5.  When would you use a pointer to a function?

Ans:
Pointers to functions are interesting when you pass them to other functions. A function that takes function pointers says, in effect, Part of what I do can be customized. Give me a pointer to a function, and I’ll call it when that part of the job needs to be done. That function can do its part for me. This is known as a callback. It’s used a lot in graphical user interface libraries, in which the style of a display is built into the library but the contents of the display are part of the application.

As a simpler example, say you have an array of character pointers (char*s), and you want to sort it by the value of the strings the character pointers point to. The standard qsort() function uses function pointers to perform that task. qsort() takes four arguments,
- a pointer to the beginning of the array,
- the number of elements in the array,
- the size of each array element, and
- a comparison function, and returns an int.

Ex - 1:  Predict the output or error(s) for the following:
 main()
{
char *p;
p="%d\n";
           p++;
           p++;
           printf(p-2,300);
}

Ans:
300

Explanation:

The pointer points to % since it is incremented twice and again decremented by 2, it points to '%d\n' and 300 is printed.

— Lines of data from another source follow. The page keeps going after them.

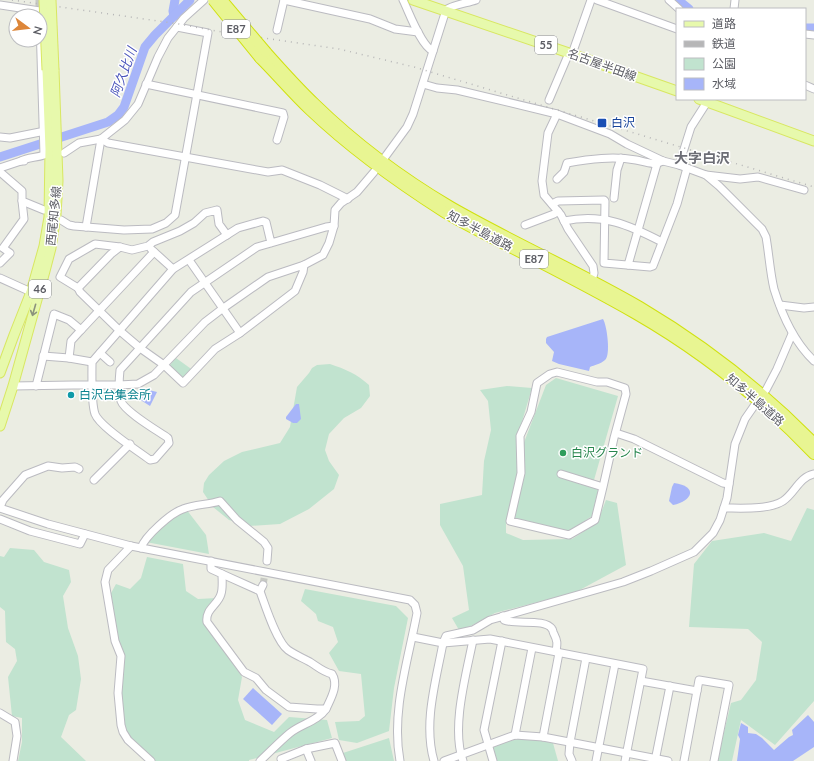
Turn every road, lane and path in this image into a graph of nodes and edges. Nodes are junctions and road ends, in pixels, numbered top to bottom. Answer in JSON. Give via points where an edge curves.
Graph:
{"nodes":[{"id":1,"x":51,"y":0,"type":"edge"},
{"id":2,"x":204,"y":0,"type":"edge"},
{"id":3,"x":213,"y":0,"type":"edge"},
{"id":4,"x":222,"y":0,"type":"edge"},
{"id":5,"x":284,"y":0,"type":"edge"},
{"id":6,"x":403,"y":0,"type":"edge"},
{"id":7,"x":413,"y":0,"type":"edge"},
{"id":8,"x":476,"y":0,"type":"edge"},
{"id":9,"x":591,"y":0,"type":"edge"},
{"id":10,"x":597,"y":0,"type":"edge"},
{"id":11,"x":669,"y":0,"type":"edge"},
{"id":12,"x":0,"y":5,"type":"edge"},
{"id":13,"x":41,"y":8,"type":"edge"},
{"id":14,"x":678,"y":8,"type":"edge"},
{"id":15,"x":446,"y":10,"type":"junction"},
{"id":16,"x":177,"y":27,"type":"junction"},
{"id":17,"x":676,"y":29,"type":"edge"},
{"id":18,"x":277,"y":30,"type":"dead end"},
{"id":19,"x":418,"y":32,"type":"junction"},
{"id":20,"x":40,"y":48,"type":"edge"},
{"id":21,"x":45,"y":48,"type":"edge"},
{"id":22,"x":433,"y":51,"type":"junction"},
{"id":23,"x":570,"y":53,"type":"junction"},
{"id":24,"x":263,"y":55,"type":"junction"},
{"id":25,"x":146,"y":84,"type":"junction"},
{"id":26,"x":423,"y":84,"type":"junction"},
{"id":27,"x":676,"y":91,"type":"edge"},
{"id":28,"x":196,"y":95,"type":"junction"},
{"id":29,"x":549,"y":100,"type":"dead end"},
{"id":30,"x":707,"y":101,"type":"edge"},
{"id":31,"x":557,"y":114,"type":"junction"},
{"id":32,"x":42,"y":133,"type":"junction"},
{"id":33,"x":0,"y":137,"type":"edge"},
{"id":34,"x":101,"y":139,"type":"junction"},
{"id":35,"x":277,"y":140,"type":"dead end"},
{"id":36,"x":814,"y":141,"type":"edge"},
{"id":37,"x":55,"y":150,"type":"junction"},
{"id":38,"x":185,"y":156,"type":"junction"},
{"id":39,"x":385,"y":157,"type":"dead end"},
{"id":40,"x":621,"y":158,"type":"junction"},
{"id":41,"x":43,"y":160,"type":"dead end"},
{"id":42,"x":21,"y":161,"type":"junction"},
{"id":43,"x":660,"y":163,"type":"junction"},
{"id":44,"x":679,"y":165,"type":"junction"},
{"id":45,"x":0,"y":168,"type":"edge"},
{"id":46,"x":687,"y":168,"type":"junction"},
{"id":47,"x":0,"y":172,"type":"edge"},
{"id":48,"x":374,"y":172,"type":"dead end"},
{"id":49,"x":706,"y":175,"type":"junction"},
{"id":50,"x":557,"y":180,"type":"dead end"},
{"id":51,"x":804,"y":190,"type":"dead end"},
{"id":52,"x":614,"y":198,"type":"dead end"},
{"id":53,"x":348,"y":199,"type":"junction"},
{"id":54,"x":22,"y":201,"type":"junction"},
{"id":55,"x":552,"y":204,"type":"junction"},
{"id":56,"x":44,"y":210,"type":"dead end"},
{"id":57,"x":558,"y":211,"type":"junction"},
{"id":58,"x":605,"y":219,"type":"junction"},
{"id":59,"x":61,"y":220,"type":"dead end"},
{"id":60,"x":564,"y":221,"type":"junction"},
{"id":61,"x":525,"y":225,"type":"dead end"},
{"id":62,"x":334,"y":226,"type":"junction"},
{"id":63,"x":86,"y":227,"type":"junction"},
{"id":64,"x":638,"y":230,"type":"junction"},
{"id":65,"x":227,"y":235,"type":"junction"},
{"id":66,"x":662,"y":242,"type":"junction"},
{"id":67,"x":271,"y":243,"type":"junction"},
{"id":68,"x":148,"y":246,"type":"junction"},
{"id":69,"x":120,"y":247,"type":"junction"},
{"id":70,"x":154,"y":252,"type":"junction"},
{"id":71,"x":189,"y":260,"type":"junction"},
{"id":72,"x":0,"y":263,"type":"edge"},
{"id":73,"x":304,"y":265,"type":"junction"},
{"id":74,"x":628,"y":265,"type":"junction"},
{"id":75,"x":173,"y":269,"type":"junction"},
{"id":76,"x":593,"y":277,"type":"dead end"},
{"id":77,"x":0,"y":278,"type":"edge"},
{"id":78,"x":204,"y":283,"type":"junction"},
{"id":79,"x":78,"y":288,"type":"junction"},
{"id":80,"x":31,"y":292,"type":"junction"},
{"id":81,"x":780,"y":305,"type":"junction"},
{"id":82,"x":814,"y":307,"type":"edge"},
{"id":83,"x":222,"y":309,"type":"junction"},
{"id":84,"x":99,"y":310,"type":"junction"},
{"id":85,"x":81,"y":330,"type":"junction"},
{"id":86,"x":120,"y":331,"type":"junction"},
{"id":87,"x":240,"y":333,"type":"junction"},
{"id":88,"x":792,"y":334,"type":"junction"},
{"id":89,"x":140,"y":348,"type":"junction"},
{"id":90,"x":100,"y":353,"type":"junction"},
{"id":91,"x":43,"y":356,"type":"junction"},
{"id":92,"x":69,"y":358,"type":"junction"},
{"id":93,"x":814,"y":361,"type":"edge"},
{"id":94,"x":92,"y":362,"type":"junction"},
{"id":95,"x":110,"y":362,"type":"dead end"},
{"id":96,"x":164,"y":365,"type":"junction"},
{"id":97,"x":0,"y":373,"type":"edge"},
{"id":98,"x":92,"y":385,"type":"junction"},
{"id":99,"x":119,"y":385,"type":"junction"},
{"id":100,"x":13,"y":386,"type":"junction"},
{"id":101,"x":36,"y":386,"type":"junction"},
{"id":102,"x":766,"y":390,"type":"dead end"},
{"id":103,"x":754,"y":406,"type":"dead end"},
{"id":104,"x":0,"y":426,"type":"edge"},
{"id":105,"x":616,"y":433,"type":"junction"},
{"id":106,"x":814,"y":443,"type":"edge"},
{"id":107,"x":130,"y":444,"type":"junction"},
{"id":108,"x":814,"y":454,"type":"edge"},
{"id":109,"x":79,"y":469,"type":"dead end"},
{"id":110,"x":561,"y":474,"type":"dead end"},
{"id":111,"x":814,"y":474,"type":"edge"},
{"id":112,"x":94,"y":480,"type":"dead end"},
{"id":113,"x":729,"y":484,"type":"junction"},
{"id":114,"x":603,"y":487,"type":"junction"},
{"id":115,"x":0,"y":508,"type":"edge"},
{"id":116,"x":724,"y":508,"type":"junction"},
{"id":117,"x":0,"y":519,"type":"edge"},
{"id":118,"x":86,"y":534,"type":"junction"},
{"id":119,"x":131,"y":546,"type":"junction"},
{"id":120,"x":141,"y":548,"type":"junction"},
{"id":121,"x":211,"y":561,"type":"junction"},
{"id":122,"x":267,"y":561,"type":"tunnel mouth"},
{"id":123,"x":222,"y":574,"type":"junction"},
{"id":124,"x":503,"y":616,"type":"junction"},
{"id":125,"x":413,"y":637,"type":"junction"},
{"id":126,"x":473,"y":640,"type":"junction"},
{"id":127,"x":502,"y":642,"type":"junction"},
{"id":128,"x":443,"y":643,"type":"junction"},
{"id":129,"x":532,"y":648,"type":"junction"},
{"id":130,"x":557,"y":653,"type":"junction"},
{"id":131,"x":586,"y":658,"type":"junction"},
{"id":132,"x":615,"y":664,"type":"junction"},
{"id":133,"x":641,"y":681,"type":"junction"},
{"id":134,"x":670,"y":686,"type":"junction"},
{"id":135,"x":697,"y":691,"type":"junction"},
{"id":136,"x":326,"y":708,"type":"junction"},
{"id":137,"x":0,"y":713,"type":"edge"},
{"id":138,"x":515,"y":735,"type":"junction"},
{"id":139,"x":543,"y":737,"type":"junction"},
{"id":140,"x":570,"y":742,"type":"junction"},
{"id":141,"x":488,"y":745,"type":"junction"},
{"id":142,"x":599,"y":748,"type":"junction"},
{"id":143,"x":306,"y":749,"type":"junction"},
{"id":144,"x":626,"y":753,"type":"junction"},
{"id":145,"x":462,"y":758,"type":"edge"},
{"id":146,"x":279,"y":760,"type":"edge"},
{"id":147,"x":655,"y":760,"type":"edge"},
{"id":148,"x":14,"y":761,"type":"edge"},
{"id":149,"x":151,"y":761,"type":"edge"},
{"id":150,"x":260,"y":761,"type":"edge"},
{"id":151,"x":311,"y":761,"type":"edge"},
{"id":152,"x":342,"y":761,"type":"edge"},
{"id":153,"x":400,"y":761,"type":"edge"},
{"id":154,"x":434,"y":761,"type":"edge"},
{"id":155,"x":444,"y":761,"type":"edge"},
{"id":156,"x":493,"y":761,"type":"edge"},
{"id":157,"x":572,"y":761,"type":"edge"},
{"id":158,"x":596,"y":761,"type":"edge"},
{"id":159,"x":625,"y":761,"type":"edge"},
{"id":160,"x":668,"y":761,"type":"edge"},
{"id":161,"x":684,"y":761,"type":"edge"},
{"id":162,"x":714,"y":761,"type":"edge"}],
"edges":[{"from":1,"to":37,"type":"main road","name":"西尾知多線","number":"46","bridge":true},
{"from":2,"to":16,"type":"street"},
{"from":3,"to":24,"type":"highway","name":"知多半島道路","number":"E87","bridge":true},
{"from":4,"to":24,"type":"highway","name":"知多半島道路","number":"E87","bridge":true},
{"from":5,"to":18,"type":"street"},
{"from":5,"to":19,"type":"street","via":[[370,19],[395,29]]},
{"from":6,"to":19,"type":"street"},
{"from":7,"to":15,"type":"main road","name":"名古屋半田線","number":"55"},
{"from":8,"to":15,"type":"street"},
{"from":9,"to":23,"type":"street"},
{"from":10,"to":17,"type":"street"},
{"from":11,"to":14,"type":"street"},
{"from":12,"to":13,"type":"street"},
{"from":15,"to":22,"type":"street"},
{"from":15,"to":23,"type":"main road","name":"名古屋半田線","number":"55"},
{"from":16,"to":25,"type":"street","via":[[168,38]]},
{"from":16,"to":28,"type":"street","via":[[208,33]]},
{"from":19,"to":22,"type":"street","via":[[428,49]]},
{"from":20,"to":32,"type":"street"},
{"from":21,"to":37,"type":"main road","name":"西尾知多線","number":"46","bridge":true},
{"from":22,"to":26,"type":"street"},
{"from":23,"to":27,"type":"main road","name":"名古屋半田線","number":"55"},
{"from":23,"to":29,"type":"street"},
{"from":24,"to":106,"type":"highway","name":"知多半島道路","number":"E87","via":[[368,151],[397,172],[450,206],[600,285],[681,332],[767,398]]},
{"from":24,"to":108,"type":"highway","name":"知多半島道路","number":"E87","via":[[310,110],[392,178],[447,213],[603,296],[677,339],[719,368],[762,404]]},
{"from":25,"to":28,"type":"street"},
{"from":25,"to":34,"type":"street","via":[[138,104],[116,128]]},
{"from":26,"to":31,"type":"street"},
{"from":26,"to":39,"type":"street","via":[[410,122]]},
{"from":28,"to":35,"type":"street","via":[[283,113]]},
{"from":28,"to":38,"type":"street"},
{"from":30,"to":36,"type":"main road"},
{"from":30,"to":44,"type":"street","via":[[691,127]]},
{"from":31,"to":43,"type":"street","via":[[610,134]]},
{"from":31,"to":55,"type":"street","via":[[548,133],[542,181],[544,194]]},
{"from":32,"to":33,"type":"street"},
{"from":32,"to":37,"type":"street"},
{"from":34,"to":37,"type":"street"},
{"from":34,"to":38,"type":"street","via":[[108,143]]},
{"from":34,"to":63,"type":"street"},
{"from":37,"to":42,"type":"street","via":[[40,157]]},
{"from":37,"to":80,"type":"main road","name":"西尾知多線","number":"46","via":[[49,217]]},
{"from":37,"to":100,"type":"main road","name":"西尾知多線","number":"46","one_way":true,"via":[[58,181],[51,248]]},
{"from":38,"to":53,"type":"street","via":[[268,172],[282,170]]},
{"from":38,"to":63,"type":"street","via":[[175,215],[166,223],[152,229]]},
{"from":40,"to":43,"type":"street"},
{"from":40,"to":50,"type":"street","via":[[567,163]]},
{"from":40,"to":52,"type":"street"},
{"from":41,"to":42,"type":"street"},
{"from":42,"to":45,"type":"street"},
{"from":43,"to":44,"type":"street"},
{"from":43,"to":64,"type":"street"},
{"from":44,"to":46,"type":"street"},
{"from":46,"to":49,"type":"street"},
{"from":46,"to":66,"type":"street","via":[[677,204]]},
{"from":47,"to":54,"type":"street","via":[[22,191]]},
{"from":48,"to":53,"type":"street"},
{"from":49,"to":51,"type":"street","via":[[740,179],[758,177]]},
{"from":49,"to":81,"type":"street","via":[[762,229],[766,237],[774,288]]},
{"from":53,"to":62,"type":"street","via":[[335,210]]},
{"from":54,"to":56,"type":"street"},
{"from":54,"to":72,"type":"street","via":[[24,219],[3,248],[10,253]]},
{"from":55,"to":57,"type":"street"},
{"from":55,"to":58,"type":"street","via":[[558,201],[604,200]]},
{"from":57,"to":60,"type":"street"},
{"from":57,"to":61,"type":"street"},
{"from":58,"to":60,"type":"street"},
{"from":58,"to":64,"type":"street"},
{"from":58,"to":74,"type":"street","via":[[604,263]]},
{"from":59,"to":63,"type":"street","via":[[69,225]]},
{"from":60,"to":76,"type":"street","via":[[593,266]]},
{"from":62,"to":67,"type":"street"},
{"from":62,"to":73,"type":"street","via":[[323,255]]},
{"from":64,"to":66,"type":"street"},
{"from":64,"to":74,"type":"street"},
{"from":65,"to":67,"type":"street","via":[[238,228],[263,221],[266,222]]},
{"from":65,"to":68,"type":"street","via":[[219,224],[217,210],[205,213],[194,224]]},
{"from":65,"to":71,"type":"street"},
{"from":66,"to":74,"type":"street","via":[[653,266]]},
{"from":67,"to":78,"type":"street","via":[[258,247]]},
{"from":68,"to":69,"type":"street","via":[[132,250]]},
{"from":68,"to":70,"type":"street"},
{"from":69,"to":79,"type":"street"},
{"from":69,"to":79,"type":"street","via":[[95,244],[69,259],[60,277]]},
{"from":70,"to":75,"type":"street"},
{"from":70,"to":84,"type":"street"},
{"from":71,"to":75,"type":"street"},
{"from":71,"to":78,"type":"street"},
{"from":73,"to":83,"type":"street","via":[[268,277]]},
{"from":73,"to":87,"type":"street","via":[[295,291]]},
{"from":75,"to":86,"type":"street"},
{"from":77,"to":80,"type":"street"},
{"from":78,"to":83,"type":"street"},
{"from":78,"to":89,"type":"street","via":[[192,292]]},
{"from":79,"to":84,"type":"street"},
{"from":80,"to":97,"type":"main road","name":"西尾知多線","number":"46"},
{"from":81,"to":82,"type":"street"},
{"from":81,"to":88,"type":"street"},
{"from":83,"to":87,"type":"street"},
{"from":83,"to":96,"type":"street","via":[[205,322]]},
{"from":84,"to":85,"type":"street"},
{"from":84,"to":86,"type":"street"},
{"from":85,"to":91,"type":"street","via":[[69,320],[54,314]]},
{"from":85,"to":92,"type":"street","via":[[71,341]]},
{"from":86,"to":89,"type":"street"},
{"from":86,"to":90,"type":"street"},
{"from":87,"to":96,"type":"street","via":[[215,349],[183,383]]},
{"from":88,"to":93,"type":"street"},
{"from":88,"to":102,"type":"street"},
{"from":89,"to":96,"type":"street"},
{"from":89,"to":99,"type":"street","via":[[120,370]]},
{"from":90,"to":94,"type":"street"},
{"from":90,"to":95,"type":"street"},
{"from":91,"to":92,"type":"street"},
{"from":91,"to":101,"type":"street"},
{"from":92,"to":94,"type":"street"},
{"from":94,"to":98,"type":"street"},
{"from":96,"to":99,"type":"street","via":[[154,375],[138,384]]},
{"from":98,"to":99,"type":"street"},
{"from":98,"to":101,"type":"street"},
{"from":98,"to":107,"type":"street","via":[[95,414],[98,419]]},
{"from":99,"to":107,"type":"street","via":[[121,401],[125,407],[168,438],[169,443],[152,460]]},
{"from":100,"to":101,"type":"street"},
{"from":100,"to":104,"type":"main road","name":"西尾知多線","number":"46"},
{"from":103,"to":113,"type":"street","via":[[745,419],[735,444]]},
{"from":105,"to":113,"type":"street"},
{"from":105,"to":114,"type":"street"},
{"from":105,"to":114,"type":"street","via":[[626,394],[622,386],[557,372],[537,383],[531,412],[520,436],[521,473],[510,521],[569,535],[595,520]]},
{"from":107,"to":112,"type":"street"},
{"from":109,"to":115,"type":"street","via":[[51,466],[28,473],[3,500]]},
{"from":110,"to":114,"type":"street"},
{"from":111,"to":116,"type":"street","via":[[803,479],[784,501],[757,508]]},
{"from":113,"to":116,"type":"street"},
{"from":115,"to":118,"type":"street"},
{"from":116,"to":124,"type":"street","via":[[708,539],[694,552],[680,559],[623,582]]},
{"from":117,"to":118,"type":"street","via":[[30,531],[80,544]]},
{"from":118,"to":119,"type":"street"},
{"from":119,"to":120,"type":"street"},
{"from":119,"to":149,"type":"street","via":[[108,570],[105,582],[115,642],[121,656],[118,693],[121,725],[128,740]]},
{"from":120,"to":121,"type":"street"},
{"from":120,"to":122,"type":"street","via":[[148,536],[175,513],[184,508],[220,501],[237,520],[266,544]]},
{"from":121,"to":123,"type":"street","via":[[211,569]]},
{"from":121,"to":125,"type":"street","via":[[410,600],[417,612]]},
{"from":123,"to":136,"type":"street","via":[[262,588],[268,614],[284,646],[321,670],[332,674],[335,678],[333,694]]},
{"from":123,"to":136,"type":"street","via":[[221,595],[208,612],[206,619],[244,672],[256,678],[266,690],[289,707]]},
{"from":124,"to":128,"type":"street","via":[[472,630],[446,636]]},
{"from":124,"to":130,"type":"street","via":[[506,621],[535,622],[552,628],[558,640]]},
{"from":125,"to":128,"type":"street"},
{"from":125,"to":153,"type":"street","via":[[398,716]]},
{"from":126,"to":127,"type":"street","via":[[490,639]]},
{"from":126,"to":128,"type":"street"},
{"from":126,"to":145,"type":"street","via":[[458,734]]},
{"from":127,"to":129,"type":"street"},
{"from":127,"to":141,"type":"street","via":[[484,730]]},
{"from":128,"to":154,"type":"street","via":[[429,723],[430,749]]},
{"from":129,"to":130,"type":"street"},
{"from":129,"to":138,"type":"street"},
{"from":130,"to":131,"type":"street"},
{"from":130,"to":139,"type":"street"},
{"from":131,"to":132,"type":"street"},
{"from":131,"to":140,"type":"street"},
{"from":132,"to":133,"type":"street","via":[[643,669]]},
{"from":132,"to":142,"type":"street"},
{"from":133,"to":134,"type":"street"},
{"from":133,"to":144,"type":"street"},
{"from":134,"to":135,"type":"street"},
{"from":134,"to":147,"type":"street"},
{"from":135,"to":161,"type":"street"},
{"from":135,"to":162,"type":"street","via":[[699,680],[729,685]]},
{"from":136,"to":150,"type":"street","via":[[321,715],[290,734]]},
{"from":137,"to":148,"type":"street","via":[[15,722],[17,736]]},
{"from":138,"to":139,"type":"street"},
{"from":138,"to":141,"type":"street"},
{"from":139,"to":140,"type":"street"},
{"from":140,"to":142,"type":"street"},
{"from":140,"to":157,"type":"street","via":[[569,754]]},
{"from":141,"to":145,"type":"street"},
{"from":141,"to":156,"type":"street"},
{"from":142,"to":144,"type":"street"},
{"from":142,"to":158,"type":"street"},
{"from":143,"to":146,"type":"street"},
{"from":143,"to":151,"type":"street"},
{"from":143,"to":152,"type":"street","via":[[335,743]]},
{"from":144,"to":147,"type":"street"},
{"from":144,"to":159,"type":"street"},
{"from":145,"to":155,"type":"street"},
{"from":147,"to":160,"type":"street"}]}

Ex - 2: what is the output?:

void main()
{
            void *v;
            int integer=2;
            int *i=&integer;
            v=i;
            printf("%d",(int*)*v);
}

Ans:
Compiler Error. We cannot apply indirection on type void*.

Explanation:

Void pointer is a generic pointer type. No pointer arithmetic can be done on it. Void pointers are normally used for,
1.      Passing generic pointers to functions and returning such pointers.
2.      As a intermediate pointer type.
3.      Used when the exact pointer type will be known at a later point of time.